What you will do>
From the line that includes "wrist: (445, 493)" to the closing line of the data, please transcribe every line exactly and add nothing.
^^^^
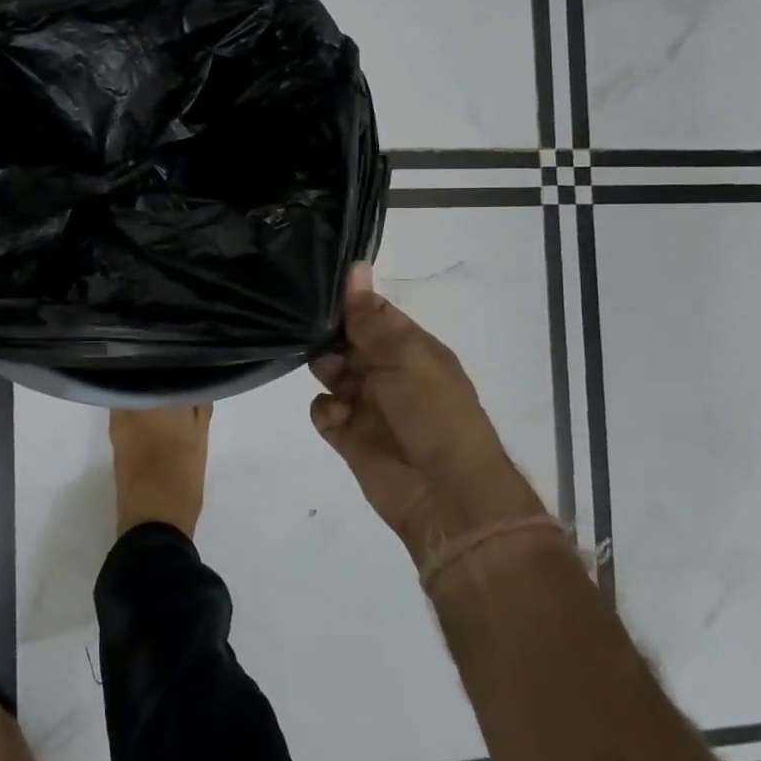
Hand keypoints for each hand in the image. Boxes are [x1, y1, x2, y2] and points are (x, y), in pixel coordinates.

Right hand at [310, 263, 544, 566]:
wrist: (445, 493)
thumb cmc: (433, 412)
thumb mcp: (405, 355)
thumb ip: (371, 317)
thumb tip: (356, 267)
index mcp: (410, 349)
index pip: (373, 314)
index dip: (349, 303)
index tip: (319, 289)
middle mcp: (387, 372)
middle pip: (347, 341)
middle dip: (330, 336)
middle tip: (316, 334)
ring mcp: (367, 404)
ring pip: (330, 372)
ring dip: (325, 368)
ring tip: (333, 376)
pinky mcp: (348, 436)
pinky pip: (323, 411)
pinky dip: (326, 410)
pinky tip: (338, 416)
^^^^
Output of the exercise>
wrist: (445, 493)
thumb cmc: (433, 412)
thumb mcp: (405, 355)
thumb ip: (371, 317)
thumb tip: (356, 267)
index mcp: (410, 349)
index pip: (373, 314)
index dip: (349, 303)
index tip: (319, 289)
middle mcp: (387, 372)
middle pip: (347, 341)
middle dip: (330, 336)
middle tip: (316, 334)
ring mcp: (367, 404)
ring pip: (330, 372)
ring dip: (325, 368)
ring tip: (333, 376)
pinky mcp: (348, 436)
pinky pip: (323, 411)
pinky dip: (326, 410)
pinky tip: (338, 416)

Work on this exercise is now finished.